# Requirement:
Give back the lines below verbatim, omitting all pictures.

Start of Data to examine

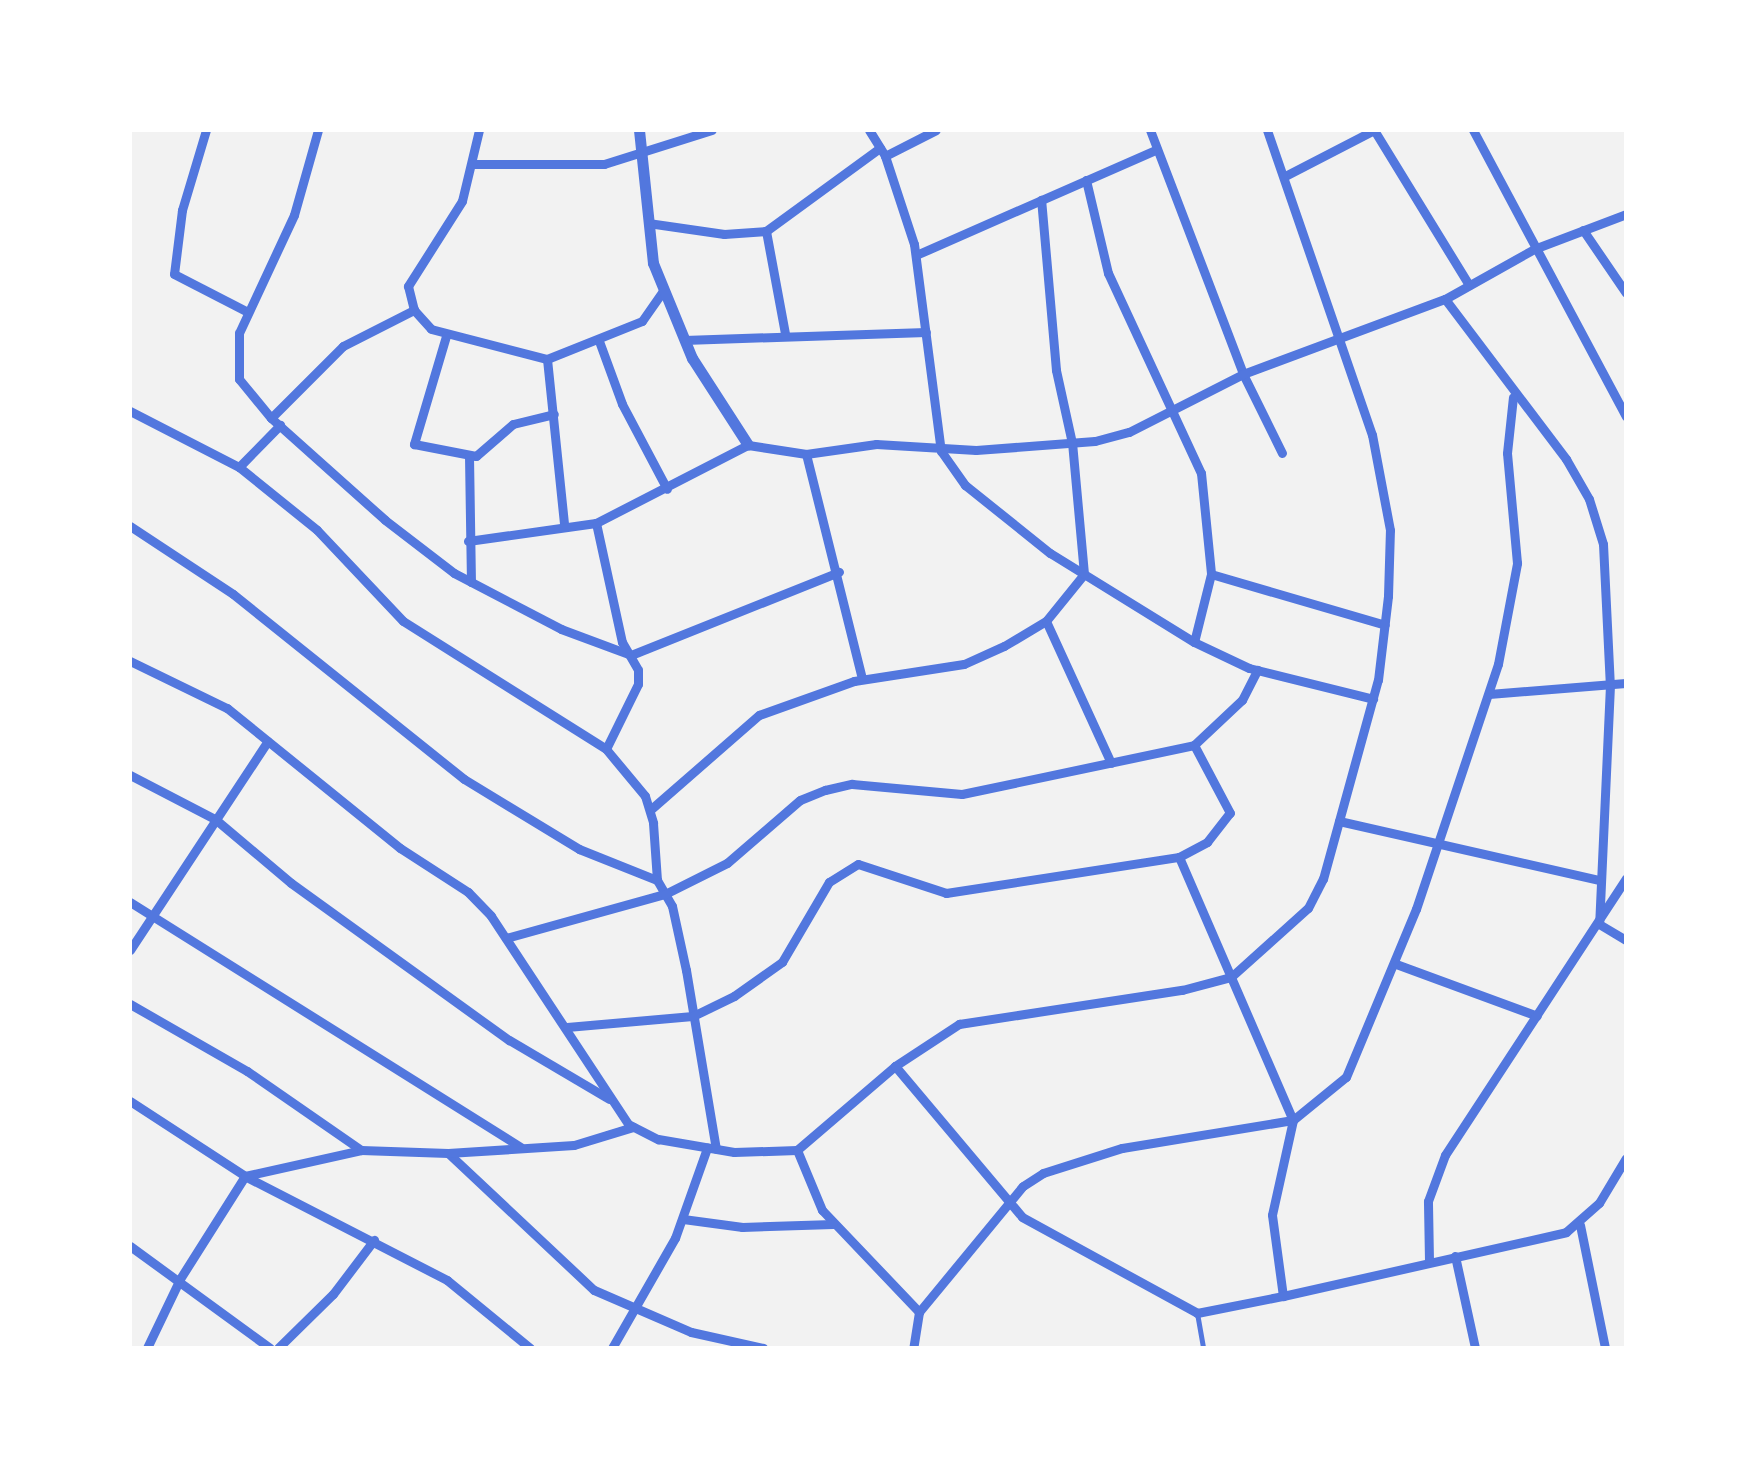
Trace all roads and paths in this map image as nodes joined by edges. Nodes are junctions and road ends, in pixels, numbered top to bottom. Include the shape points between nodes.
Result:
1 (206, 130) edge
2 (318, 130) edge
3 (479, 130) edge
4 (639, 130) edge
5 (712, 130) edge
6 (869, 130) edge
7 (936, 130) edge
8 (1150, 130) edge
9 (1267, 130) edge
10 (1473, 130) edge
11 (1157, 149) junction
12 (883, 152) junction
13 (642, 153) junction
14 (472, 164) junction
15 (1287, 175) junction
16 (1086, 180) junction
17 (1041, 200) junction
18 (1626, 214) edge
19 (648, 224) junction
20 (1583, 230) junction
21 (766, 231) junction
22 (1534, 249) junction
23 (916, 256) junction
24 (1469, 285) junction
25 (663, 291) junction
26 (1626, 293) edge
27 (1444, 299) junction
28 (414, 310) junction
29 (248, 312) junction
30 (926, 332) junction
31 (785, 334) junction
32 (446, 336) junction
33 (1343, 338) junction
34 (684, 340) junction
35 (599, 341) junction
36 (547, 359) junction
37 (1242, 374) junction
38 (1514, 398) junction
39 (130, 410) edge
40 (1170, 410) junction
41 (554, 414) junction
42 (1626, 417) edge
43 (276, 421) junction
44 (1072, 443) junction
45 (748, 445) junction
46 (941, 451) junction
47 (1282, 453) dead end
48 (806, 454) junction
49 (469, 456) junction
50 (239, 467) junction
51 (666, 489) junction
52 (596, 523) junction
53 (564, 524) junction
54 (130, 526) edge
55 (468, 541) junction
56 (839, 572) junction
57 (1084, 574) junction
58 (1211, 574) junction
59 (470, 582) junction
60 (1046, 621) junction
61 (1385, 625) junction
62 (1194, 642) junction
63 (632, 655) junction
64 (130, 661) edge
65 (1257, 670) junction
66 (862, 679) junction
67 (1626, 683) edge
68 (1610, 686) junction
69 (1489, 694) junction
70 (1373, 699) junction
71 (268, 741) junction
72 (1194, 745) junction
73 (606, 749) junction
74 (1111, 763) junction
75 (130, 776) edge
76 (650, 810) junction
77 (216, 819) junction
78 (1338, 820) junction
79 (1434, 845) junction
80 (1179, 856) junction
81 (1626, 878) edge
82 (658, 880) junction
83 (1598, 880) junction
84 (665, 894) junction
85 (130, 902) edge
86 (154, 912) junction
87 (1599, 924) junction
88 (506, 938) junction
89 (1626, 940) edge
90 (130, 950) edge
91 (1396, 964) junction
92 (1231, 977) junction
93 (130, 1004) edge
94 (693, 1016) junction
95 (1538, 1016) junction
96 (567, 1027) junction
97 (895, 1066) junction
98 (130, 1100) edge
99 (611, 1100) junction
100 (1294, 1120) junction
101 (633, 1127) junction
102 (521, 1148) junction
103 (711, 1148) junction
104 (361, 1150) junction
105 (797, 1150) junction
106 (448, 1153) junction
107 (1626, 1158) edge
108 (246, 1176) junction
109 (1008, 1205) junction
110 (684, 1219) junction
111 (833, 1224) junction
112 (1580, 1226) junction
113 (374, 1240) junction
114 (130, 1246) edge
115 (1455, 1256) junction
116 (1429, 1261) junction
117 (180, 1279) junction
118 (1283, 1296) junction
119 (638, 1311) junction
120 (919, 1312) junction
121 (1197, 1313) junction
122 (147, 1348) edge
123 (274, 1348) edge
124 (530, 1348) edge
125 (612, 1348) edge
126 (762, 1348) edge
127 (913, 1348) edge
128 (1203, 1348) edge
129 (1475, 1348) edge
130 (1606, 1348) edge

1 - 29 street via 182,210 174,274
2 - 29 street via 294,215
3 - 14 street
4 - 13 street
5 - 13 street
6 - 12 street
7 - 12 street
8 - 11 street
9 - 15 street
10 - 22 street
11 - 16 street
11 - 37 street
12 - 21 street
12 - 23 street
13 - 14 street via 604,164
13 - 19 street
14 - 28 street via 448,226 412,272
15 - 24 street via 1374,130
15 - 33 street
16 - 17 street
16 - 40 street via 1108,273
17 - 23 street
17 - 44 street via 1056,370
18 - 20 street
19 - 21 street via 724,234
19 - 25 street
20 - 22 street
20 - 26 street
21 - 31 street
22 - 24 street
22 - 42 street
23 - 30 street
24 - 27 street
25 - 34 street
25 - 35 street via 642,321
27 - 33 street
27 - 38 street
28 - 32 street
28 - 43 street via 344,346
29 - 43 street via 236,356 239,379
30 - 31 street
30 - 46 street
31 - 34 street
32 - 36 street
32 - 49 street via 414,444
33 - 37 street
33 - 61 street via 1372,434 1390,530
34 - 45 street
35 - 36 street
35 - 51 street via 622,404
36 - 41 street
37 - 40 street
37 - 47 street
38 - 68 street via 1548,434 1589,499 1603,544
38 - 69 street via 1507,453 1516,590
39 - 50 street
40 - 44 street via 1129,432
40 - 58 street via 1201,473
41 - 49 street via 513,424 486,452
41 - 53 street
43 - 50 street
43 - 59 street via 395,528
44 - 46 street
44 - 57 street
45 - 48 street
45 - 51 street
46 - 48 street via 876,444
46 - 57 street via 966,485
48 - 56 street
49 - 55 street
50 - 73 street via 317,530 403,621
51 - 52 street
52 - 53 street
52 - 63 street via 622,642
53 - 55 street
54 - 82 street via 233,594 464,778 579,849
55 - 59 street
56 - 63 street
56 - 66 street
57 - 60 street
57 - 62 street
58 - 61 street
58 - 62 street
59 - 63 street via 561,629
60 - 66 street via 964,664
60 - 74 street
61 - 70 street
62 - 65 street
63 - 73 street via 638,684
64 - 71 street via 227,708
65 - 70 street
65 - 72 street via 1242,700
66 - 76 street via 759,715
67 - 68 street
68 - 69 street
68 - 83 street
69 - 79 street
70 - 78 street
71 - 77 street
71 - 88 street via 400,848 468,892
72 - 74 street
72 - 80 street via 1230,813 1207,842
73 - 76 street
74 - 84 street via 962,794 852,784 825,790 800,800 727,863
75 - 77 street
76 - 82 street
77 - 86 street
77 - 99 street via 465,1008
78 - 79 street
78 - 92 street via 1308,908
79 - 83 street
79 - 91 street
80 - 92 street
80 - 94 street via 946,893 876,867 842,869 782,962
81 - 87 street
82 - 84 street
83 - 87 street
84 - 88 street
84 - 94 street
85 - 86 street
86 - 90 street
86 - 102 street
87 - 89 street
87 - 95 street
88 - 96 street
91 - 95 street
91 - 100 street via 1346,1077
92 - 97 street via 959,1024
92 - 100 street
93 - 104 street via 247,1071
94 - 96 street
94 - 103 street
95 - 116 street via 1436,1175 1428,1201
96 - 99 street
97 - 105 street
97 - 109 street
98 - 108 street
99 - 101 street
100 - 109 street via 1180,1136 1072,1162 1023,1186
100 - 118 street via 1272,1215
101 - 102 street via 574,1145
101 - 103 street via 658,1139
102 - 106 street
103 - 105 street
103 - 110 street
104 - 106 street
104 - 108 street
105 - 111 street
106 - 119 street via 594,1290
107 - 112 street
108 - 113 street
108 - 117 street
109 - 120 street
109 - 121 street
110 - 111 street via 742,1227
110 - 119 street
111 - 120 street
112 - 115 street
112 - 130 street
113 - 123 street via 333,1294
113 - 124 street via 448,1280
114 - 117 street
115 - 116 street
115 - 129 street
116 - 118 street
117 - 122 street
117 - 123 street
118 - 121 street
119 - 125 street
119 - 126 street via 690,1332
120 - 127 street
121 - 128 lane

End of Data to examine

# Written reply:
Trace all roads and paths in this map image as nodes joined by edges. Nodes are junctions and road ends, in pixels, numbered top to bottom. Include the shape points between nodes.
Result:
1 (206, 130) edge
2 (318, 130) edge
3 (479, 130) edge
4 (639, 130) edge
5 (712, 130) edge
6 (869, 130) edge
7 (936, 130) edge
8 (1150, 130) edge
9 (1267, 130) edge
10 (1473, 130) edge
11 (1157, 149) junction
12 (883, 152) junction
13 (642, 153) junction
14 (472, 164) junction
15 (1287, 175) junction
16 (1086, 180) junction
17 (1041, 200) junction
18 (1626, 214) edge
19 (648, 224) junction
20 (1583, 230) junction
21 (766, 231) junction
22 (1534, 249) junction
23 (916, 256) junction
24 (1469, 285) junction
25 (663, 291) junction
26 (1626, 293) edge
27 (1444, 299) junction
28 (414, 310) junction
29 (248, 312) junction
30 (926, 332) junction
31 (785, 334) junction
32 (446, 336) junction
33 (1343, 338) junction
34 (684, 340) junction
35 (599, 341) junction
36 (547, 359) junction
37 (1242, 374) junction
38 (1514, 398) junction
39 (130, 410) edge
40 (1170, 410) junction
41 (554, 414) junction
42 (1626, 417) edge
43 (276, 421) junction
44 (1072, 443) junction
45 (748, 445) junction
46 (941, 451) junction
47 (1282, 453) dead end
48 (806, 454) junction
49 (469, 456) junction
50 (239, 467) junction
51 (666, 489) junction
52 (596, 523) junction
53 (564, 524) junction
54 (130, 526) edge
55 (468, 541) junction
56 (839, 572) junction
57 (1084, 574) junction
58 (1211, 574) junction
59 (470, 582) junction
60 (1046, 621) junction
61 (1385, 625) junction
62 (1194, 642) junction
63 (632, 655) junction
64 (130, 661) edge
65 (1257, 670) junction
66 (862, 679) junction
67 (1626, 683) edge
68 (1610, 686) junction
69 (1489, 694) junction
70 (1373, 699) junction
71 (268, 741) junction
72 (1194, 745) junction
73 (606, 749) junction
74 (1111, 763) junction
75 (130, 776) edge
76 (650, 810) junction
77 (216, 819) junction
78 (1338, 820) junction
79 (1434, 845) junction
80 (1179, 856) junction
81 (1626, 878) edge
82 (658, 880) junction
83 (1598, 880) junction
84 (665, 894) junction
85 (130, 902) edge
86 (154, 912) junction
87 (1599, 924) junction
88 (506, 938) junction
89 (1626, 940) edge
90 (130, 950) edge
91 (1396, 964) junction
92 (1231, 977) junction
93 (130, 1004) edge
94 (693, 1016) junction
95 (1538, 1016) junction
96 (567, 1027) junction
97 (895, 1066) junction
98 (130, 1100) edge
99 (611, 1100) junction
100 (1294, 1120) junction
101 (633, 1127) junction
102 (521, 1148) junction
103 (711, 1148) junction
104 (361, 1150) junction
105 (797, 1150) junction
106 (448, 1153) junction
107 (1626, 1158) edge
108 (246, 1176) junction
109 (1008, 1205) junction
110 (684, 1219) junction
111 (833, 1224) junction
112 (1580, 1226) junction
113 (374, 1240) junction
114 (130, 1246) edge
115 (1455, 1256) junction
116 (1429, 1261) junction
117 (180, 1279) junction
118 (1283, 1296) junction
119 (638, 1311) junction
120 (919, 1312) junction
121 (1197, 1313) junction
122 (147, 1348) edge
123 (274, 1348) edge
124 (530, 1348) edge
125 (612, 1348) edge
126 (762, 1348) edge
127 (913, 1348) edge
128 (1203, 1348) edge
129 (1475, 1348) edge
130 (1606, 1348) edge

1 - 29 street via 182,210 174,274
2 - 29 street via 294,215
3 - 14 street
4 - 13 street
5 - 13 street
6 - 12 street
7 - 12 street
8 - 11 street
9 - 15 street
10 - 22 street
11 - 16 street
11 - 37 street
12 - 21 street
12 - 23 street
13 - 14 street via 604,164
13 - 19 street
14 - 28 street via 448,226 412,272
15 - 24 street via 1374,130
15 - 33 street
16 - 17 street
16 - 40 street via 1108,273
17 - 23 street
17 - 44 street via 1056,370
18 - 20 street
19 - 21 street via 724,234
19 - 25 street
20 - 22 street
20 - 26 street
21 - 31 street
22 - 24 street
22 - 42 street
23 - 30 street
24 - 27 street
25 - 34 street
25 - 35 street via 642,321
27 - 33 street
27 - 38 street
28 - 32 street
28 - 43 street via 344,346
29 - 43 street via 236,356 239,379
30 - 31 street
30 - 46 street
31 - 34 street
32 - 36 street
32 - 49 street via 414,444
33 - 37 street
33 - 61 street via 1372,434 1390,530
34 - 45 street
35 - 36 street
35 - 51 street via 622,404
36 - 41 street
37 - 40 street
37 - 47 street
38 - 68 street via 1548,434 1589,499 1603,544
38 - 69 street via 1507,453 1516,590
39 - 50 street
40 - 44 street via 1129,432
40 - 58 street via 1201,473
41 - 49 street via 513,424 486,452
41 - 53 street
43 - 50 street
43 - 59 street via 395,528
44 - 46 street
44 - 57 street
45 - 48 street
45 - 51 street
46 - 48 street via 876,444
46 - 57 street via 966,485
48 - 56 street
49 - 55 street
50 - 73 street via 317,530 403,621
51 - 52 street
52 - 53 street
52 - 63 street via 622,642
53 - 55 street
54 - 82 street via 233,594 464,778 579,849
55 - 59 street
56 - 63 street
56 - 66 street
57 - 60 street
57 - 62 street
58 - 61 street
58 - 62 street
59 - 63 street via 561,629
60 - 66 street via 964,664
60 - 74 street
61 - 70 street
62 - 65 street
63 - 73 street via 638,684
64 - 71 street via 227,708
65 - 70 street
65 - 72 street via 1242,700
66 - 76 street via 759,715
67 - 68 street
68 - 69 street
68 - 83 street
69 - 79 street
70 - 78 street
71 - 77 street
71 - 88 street via 400,848 468,892
72 - 74 street
72 - 80 street via 1230,813 1207,842
73 - 76 street
74 - 84 street via 962,794 852,784 825,790 800,800 727,863
75 - 77 street
76 - 82 street
77 - 86 street
77 - 99 street via 465,1008
78 - 79 street
78 - 92 street via 1308,908
79 - 83 street
79 - 91 street
80 - 92 street
80 - 94 street via 946,893 876,867 842,869 782,962
81 - 87 street
82 - 84 street
83 - 87 street
84 - 88 street
84 - 94 street
85 - 86 street
86 - 90 street
86 - 102 street
87 - 89 street
87 - 95 street
88 - 96 street
91 - 95 street
91 - 100 street via 1346,1077
92 - 97 street via 959,1024
92 - 100 street
93 - 104 street via 247,1071
94 - 96 street
94 - 103 street
95 - 116 street via 1436,1175 1428,1201
96 - 99 street
97 - 105 street
97 - 109 street
98 - 108 street
99 - 101 street
100 - 109 street via 1180,1136 1072,1162 1023,1186
100 - 118 street via 1272,1215
101 - 102 street via 574,1145
101 - 103 street via 658,1139
102 - 106 street
103 - 105 street
103 - 110 street
104 - 106 street
104 - 108 street
105 - 111 street
106 - 119 street via 594,1290
107 - 112 street
108 - 113 street
108 - 117 street
109 - 120 street
109 - 121 street
110 - 111 street via 742,1227
110 - 119 street
111 - 120 street
112 - 115 street
112 - 130 street
113 - 123 street via 333,1294
113 - 124 street via 448,1280
114 - 117 street
115 - 116 street
115 - 129 street
116 - 118 street
117 - 122 street
117 - 123 street
118 - 121 street
119 - 125 street
119 - 126 street via 690,1332
120 - 127 street
121 - 128 lane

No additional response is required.